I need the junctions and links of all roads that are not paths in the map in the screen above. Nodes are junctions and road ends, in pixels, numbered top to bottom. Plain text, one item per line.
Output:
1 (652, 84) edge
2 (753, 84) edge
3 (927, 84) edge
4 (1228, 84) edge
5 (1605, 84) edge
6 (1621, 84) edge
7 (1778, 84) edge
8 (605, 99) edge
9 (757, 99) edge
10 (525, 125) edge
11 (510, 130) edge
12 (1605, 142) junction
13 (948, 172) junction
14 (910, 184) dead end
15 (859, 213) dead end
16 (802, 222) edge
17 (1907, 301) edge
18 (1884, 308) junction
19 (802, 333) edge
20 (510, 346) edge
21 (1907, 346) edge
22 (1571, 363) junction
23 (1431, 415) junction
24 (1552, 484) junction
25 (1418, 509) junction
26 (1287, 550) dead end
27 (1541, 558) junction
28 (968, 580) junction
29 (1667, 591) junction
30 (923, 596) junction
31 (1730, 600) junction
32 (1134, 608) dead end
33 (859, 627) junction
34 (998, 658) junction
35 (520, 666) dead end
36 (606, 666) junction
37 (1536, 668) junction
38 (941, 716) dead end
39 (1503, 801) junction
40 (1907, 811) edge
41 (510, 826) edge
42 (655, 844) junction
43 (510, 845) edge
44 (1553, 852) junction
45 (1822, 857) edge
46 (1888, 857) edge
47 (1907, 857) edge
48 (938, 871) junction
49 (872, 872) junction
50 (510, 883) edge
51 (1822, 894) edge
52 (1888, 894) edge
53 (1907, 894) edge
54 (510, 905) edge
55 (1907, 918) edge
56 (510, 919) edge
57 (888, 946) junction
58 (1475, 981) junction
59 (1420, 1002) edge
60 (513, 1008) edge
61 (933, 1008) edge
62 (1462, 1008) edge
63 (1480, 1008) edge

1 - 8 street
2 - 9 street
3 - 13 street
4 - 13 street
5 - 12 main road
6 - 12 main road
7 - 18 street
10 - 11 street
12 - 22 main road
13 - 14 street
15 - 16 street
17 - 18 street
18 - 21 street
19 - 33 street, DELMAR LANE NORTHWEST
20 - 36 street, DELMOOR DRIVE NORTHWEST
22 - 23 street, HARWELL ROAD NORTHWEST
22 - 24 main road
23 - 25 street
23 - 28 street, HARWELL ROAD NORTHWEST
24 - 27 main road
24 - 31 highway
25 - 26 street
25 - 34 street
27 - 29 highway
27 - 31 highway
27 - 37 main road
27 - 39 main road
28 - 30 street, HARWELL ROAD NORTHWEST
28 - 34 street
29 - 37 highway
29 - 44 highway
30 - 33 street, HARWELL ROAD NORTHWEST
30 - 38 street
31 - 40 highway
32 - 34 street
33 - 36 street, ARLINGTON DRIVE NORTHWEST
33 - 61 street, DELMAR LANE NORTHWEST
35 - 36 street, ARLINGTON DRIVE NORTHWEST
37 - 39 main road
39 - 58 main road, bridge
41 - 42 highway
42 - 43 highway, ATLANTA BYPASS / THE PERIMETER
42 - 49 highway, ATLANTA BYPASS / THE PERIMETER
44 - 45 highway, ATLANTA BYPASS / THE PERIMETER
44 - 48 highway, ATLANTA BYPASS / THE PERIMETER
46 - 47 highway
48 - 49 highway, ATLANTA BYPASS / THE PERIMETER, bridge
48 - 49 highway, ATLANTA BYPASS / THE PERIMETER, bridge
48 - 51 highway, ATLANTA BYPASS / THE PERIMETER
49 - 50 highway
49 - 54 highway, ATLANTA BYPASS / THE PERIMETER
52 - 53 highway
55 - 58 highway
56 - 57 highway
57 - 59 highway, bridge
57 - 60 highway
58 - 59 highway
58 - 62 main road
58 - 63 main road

◆ **What to work on**:
Copy all lines from the entries that contain the word "DRIVE".

◆ **Task result**:
20 - 36 street, DELMOOR DRIVE NORTHWEST
33 - 36 street, ARLINGTON DRIVE NORTHWEST
35 - 36 street, ARLINGTON DRIVE NORTHWEST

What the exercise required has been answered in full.